Information given =>
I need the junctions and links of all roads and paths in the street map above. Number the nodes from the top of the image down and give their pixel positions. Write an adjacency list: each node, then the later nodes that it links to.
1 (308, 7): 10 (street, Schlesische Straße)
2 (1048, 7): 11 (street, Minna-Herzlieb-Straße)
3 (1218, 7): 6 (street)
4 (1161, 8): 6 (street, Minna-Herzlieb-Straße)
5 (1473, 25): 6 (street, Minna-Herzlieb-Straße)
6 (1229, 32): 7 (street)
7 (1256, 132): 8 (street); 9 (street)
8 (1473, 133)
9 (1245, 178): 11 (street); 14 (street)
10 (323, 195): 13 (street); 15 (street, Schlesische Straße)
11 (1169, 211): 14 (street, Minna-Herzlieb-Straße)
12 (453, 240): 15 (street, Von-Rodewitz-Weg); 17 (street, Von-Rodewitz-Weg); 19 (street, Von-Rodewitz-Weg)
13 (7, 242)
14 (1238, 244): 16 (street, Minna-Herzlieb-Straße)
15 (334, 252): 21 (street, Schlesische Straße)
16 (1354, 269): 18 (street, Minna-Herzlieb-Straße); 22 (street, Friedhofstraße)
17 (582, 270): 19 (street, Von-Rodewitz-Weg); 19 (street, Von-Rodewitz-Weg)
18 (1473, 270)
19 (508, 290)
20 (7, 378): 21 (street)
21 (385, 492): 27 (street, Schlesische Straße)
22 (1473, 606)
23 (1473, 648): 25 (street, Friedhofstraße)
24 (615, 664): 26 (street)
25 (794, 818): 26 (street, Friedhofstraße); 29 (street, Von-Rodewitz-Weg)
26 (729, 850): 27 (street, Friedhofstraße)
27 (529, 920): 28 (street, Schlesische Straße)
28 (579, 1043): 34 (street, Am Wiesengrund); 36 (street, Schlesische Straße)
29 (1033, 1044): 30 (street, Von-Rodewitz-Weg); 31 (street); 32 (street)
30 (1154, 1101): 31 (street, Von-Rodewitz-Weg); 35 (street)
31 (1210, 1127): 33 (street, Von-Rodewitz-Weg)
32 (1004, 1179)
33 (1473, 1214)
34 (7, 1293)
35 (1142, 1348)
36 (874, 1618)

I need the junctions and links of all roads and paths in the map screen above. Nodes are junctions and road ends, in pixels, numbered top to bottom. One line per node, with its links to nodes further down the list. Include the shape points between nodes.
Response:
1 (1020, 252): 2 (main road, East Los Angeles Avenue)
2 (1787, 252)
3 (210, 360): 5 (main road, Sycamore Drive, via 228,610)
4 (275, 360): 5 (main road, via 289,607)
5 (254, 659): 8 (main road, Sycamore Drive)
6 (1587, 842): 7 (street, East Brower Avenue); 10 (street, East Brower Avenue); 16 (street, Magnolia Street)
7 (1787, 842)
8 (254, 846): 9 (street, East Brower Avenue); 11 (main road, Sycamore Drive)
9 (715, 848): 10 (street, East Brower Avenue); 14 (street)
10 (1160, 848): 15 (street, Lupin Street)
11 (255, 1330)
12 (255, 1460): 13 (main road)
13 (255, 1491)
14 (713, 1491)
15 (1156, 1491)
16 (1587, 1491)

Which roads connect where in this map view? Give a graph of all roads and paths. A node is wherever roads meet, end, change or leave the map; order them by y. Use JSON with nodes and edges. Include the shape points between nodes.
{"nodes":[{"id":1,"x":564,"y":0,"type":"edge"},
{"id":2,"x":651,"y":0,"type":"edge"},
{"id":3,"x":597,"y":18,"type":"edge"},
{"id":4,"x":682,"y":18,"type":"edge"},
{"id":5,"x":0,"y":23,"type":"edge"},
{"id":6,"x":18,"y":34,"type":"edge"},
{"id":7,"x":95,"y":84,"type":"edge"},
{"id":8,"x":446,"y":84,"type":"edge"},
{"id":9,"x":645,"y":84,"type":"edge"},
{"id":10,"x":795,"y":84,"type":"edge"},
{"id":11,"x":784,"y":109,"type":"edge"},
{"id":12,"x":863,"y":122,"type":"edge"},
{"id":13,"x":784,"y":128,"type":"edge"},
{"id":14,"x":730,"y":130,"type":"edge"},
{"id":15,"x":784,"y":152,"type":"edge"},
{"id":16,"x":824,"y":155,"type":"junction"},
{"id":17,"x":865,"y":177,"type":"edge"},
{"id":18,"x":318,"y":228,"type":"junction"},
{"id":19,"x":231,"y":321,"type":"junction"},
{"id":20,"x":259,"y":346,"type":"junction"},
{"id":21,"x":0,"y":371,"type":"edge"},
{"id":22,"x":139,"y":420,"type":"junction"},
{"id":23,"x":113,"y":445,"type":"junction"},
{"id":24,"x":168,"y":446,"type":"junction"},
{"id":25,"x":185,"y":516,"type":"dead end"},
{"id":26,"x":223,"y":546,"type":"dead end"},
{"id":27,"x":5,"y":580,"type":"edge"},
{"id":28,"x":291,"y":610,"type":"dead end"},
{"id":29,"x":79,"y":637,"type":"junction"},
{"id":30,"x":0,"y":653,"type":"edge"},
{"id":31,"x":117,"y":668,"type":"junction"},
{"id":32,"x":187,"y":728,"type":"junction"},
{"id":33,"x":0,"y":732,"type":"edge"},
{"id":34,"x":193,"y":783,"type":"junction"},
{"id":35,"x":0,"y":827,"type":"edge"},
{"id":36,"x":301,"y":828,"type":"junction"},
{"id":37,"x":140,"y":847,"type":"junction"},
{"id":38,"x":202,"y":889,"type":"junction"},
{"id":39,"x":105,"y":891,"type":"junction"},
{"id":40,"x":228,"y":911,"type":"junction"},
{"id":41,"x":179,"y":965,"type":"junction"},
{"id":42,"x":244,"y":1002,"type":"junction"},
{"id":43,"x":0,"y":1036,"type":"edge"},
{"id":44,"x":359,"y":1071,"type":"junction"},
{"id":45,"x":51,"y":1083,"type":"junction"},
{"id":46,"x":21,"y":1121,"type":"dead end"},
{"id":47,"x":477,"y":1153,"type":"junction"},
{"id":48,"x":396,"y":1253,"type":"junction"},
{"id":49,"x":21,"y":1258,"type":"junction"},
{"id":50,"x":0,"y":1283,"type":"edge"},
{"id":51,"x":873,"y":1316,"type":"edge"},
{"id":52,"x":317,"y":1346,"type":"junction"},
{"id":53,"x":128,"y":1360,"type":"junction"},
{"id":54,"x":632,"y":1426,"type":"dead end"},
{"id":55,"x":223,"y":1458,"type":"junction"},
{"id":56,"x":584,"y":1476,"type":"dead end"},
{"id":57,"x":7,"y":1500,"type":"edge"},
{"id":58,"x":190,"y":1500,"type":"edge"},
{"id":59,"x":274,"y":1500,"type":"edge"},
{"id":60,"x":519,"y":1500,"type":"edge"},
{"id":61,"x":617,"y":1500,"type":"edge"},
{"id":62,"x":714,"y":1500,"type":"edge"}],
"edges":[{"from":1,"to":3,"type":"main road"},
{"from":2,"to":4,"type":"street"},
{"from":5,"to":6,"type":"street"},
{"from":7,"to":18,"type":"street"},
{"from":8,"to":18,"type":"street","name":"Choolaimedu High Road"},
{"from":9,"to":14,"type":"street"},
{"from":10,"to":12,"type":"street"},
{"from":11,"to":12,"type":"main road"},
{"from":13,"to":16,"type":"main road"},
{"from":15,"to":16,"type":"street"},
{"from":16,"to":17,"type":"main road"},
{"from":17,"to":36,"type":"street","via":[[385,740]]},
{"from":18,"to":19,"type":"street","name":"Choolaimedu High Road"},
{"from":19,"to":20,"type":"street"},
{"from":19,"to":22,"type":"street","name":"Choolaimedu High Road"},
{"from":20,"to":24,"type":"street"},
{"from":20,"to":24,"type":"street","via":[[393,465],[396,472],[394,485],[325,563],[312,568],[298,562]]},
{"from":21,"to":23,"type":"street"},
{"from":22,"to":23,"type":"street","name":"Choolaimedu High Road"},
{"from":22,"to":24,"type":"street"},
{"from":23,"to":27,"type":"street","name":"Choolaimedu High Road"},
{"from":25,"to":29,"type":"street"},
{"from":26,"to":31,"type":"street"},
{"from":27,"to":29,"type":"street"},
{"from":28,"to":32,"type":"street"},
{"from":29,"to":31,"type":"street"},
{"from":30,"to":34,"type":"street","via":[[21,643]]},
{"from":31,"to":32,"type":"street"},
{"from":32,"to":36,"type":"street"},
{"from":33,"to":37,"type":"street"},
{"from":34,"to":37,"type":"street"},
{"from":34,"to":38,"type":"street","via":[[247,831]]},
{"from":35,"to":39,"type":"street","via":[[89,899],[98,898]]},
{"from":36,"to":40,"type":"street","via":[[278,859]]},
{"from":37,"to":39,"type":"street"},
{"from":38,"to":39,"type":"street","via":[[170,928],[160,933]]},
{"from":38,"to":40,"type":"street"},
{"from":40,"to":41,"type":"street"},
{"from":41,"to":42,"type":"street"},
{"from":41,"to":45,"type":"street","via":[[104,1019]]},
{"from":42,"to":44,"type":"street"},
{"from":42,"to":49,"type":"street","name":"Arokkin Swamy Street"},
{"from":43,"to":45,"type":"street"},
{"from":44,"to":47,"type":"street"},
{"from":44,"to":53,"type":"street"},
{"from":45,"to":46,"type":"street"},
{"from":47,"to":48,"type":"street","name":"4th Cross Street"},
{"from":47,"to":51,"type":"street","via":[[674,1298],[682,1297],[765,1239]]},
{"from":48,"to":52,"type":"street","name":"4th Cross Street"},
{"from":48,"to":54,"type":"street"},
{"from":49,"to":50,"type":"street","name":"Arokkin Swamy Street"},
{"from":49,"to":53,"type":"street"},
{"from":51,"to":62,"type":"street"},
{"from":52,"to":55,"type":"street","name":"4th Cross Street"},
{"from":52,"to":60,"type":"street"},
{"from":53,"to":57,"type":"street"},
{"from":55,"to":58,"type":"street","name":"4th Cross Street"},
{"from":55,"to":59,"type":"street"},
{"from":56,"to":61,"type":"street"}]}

Aim of the exercise =>
Your reply should consist solely of the number of lines above that contain the word "points".

Answer area =>
2